REQUIRED ACTION: Please return all lines of the data below containing the string "thumb".

◇ ◇ ◇ ◇ ◇

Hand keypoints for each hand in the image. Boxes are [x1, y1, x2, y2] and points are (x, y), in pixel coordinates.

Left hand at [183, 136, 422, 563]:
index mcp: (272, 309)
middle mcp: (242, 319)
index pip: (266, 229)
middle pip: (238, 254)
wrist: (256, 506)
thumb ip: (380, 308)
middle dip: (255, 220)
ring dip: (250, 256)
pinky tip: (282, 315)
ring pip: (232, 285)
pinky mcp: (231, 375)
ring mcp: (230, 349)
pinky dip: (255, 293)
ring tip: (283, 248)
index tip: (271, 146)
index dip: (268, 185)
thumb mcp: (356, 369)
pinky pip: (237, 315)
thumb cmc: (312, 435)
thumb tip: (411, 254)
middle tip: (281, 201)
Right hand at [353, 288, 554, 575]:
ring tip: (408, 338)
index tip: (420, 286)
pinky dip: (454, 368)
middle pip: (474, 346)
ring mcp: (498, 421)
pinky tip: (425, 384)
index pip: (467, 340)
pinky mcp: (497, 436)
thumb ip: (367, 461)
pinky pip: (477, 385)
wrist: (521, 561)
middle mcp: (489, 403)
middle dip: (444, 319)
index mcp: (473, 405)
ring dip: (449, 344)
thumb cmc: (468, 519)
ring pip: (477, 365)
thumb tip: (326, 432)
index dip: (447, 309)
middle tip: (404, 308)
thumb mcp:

◇ ◇ ◇ ◇ ◇

FINISHED EXERCISE:
thumb ip: (380, 308)
thumb mcp: (356, 369)
thumb cmc: (312, 435)
thumb tip: (411, 254)
thumb ip: (367, 461)
thumb cmc: (468, 519)
thumb tip: (326, 432)
thumb mcp:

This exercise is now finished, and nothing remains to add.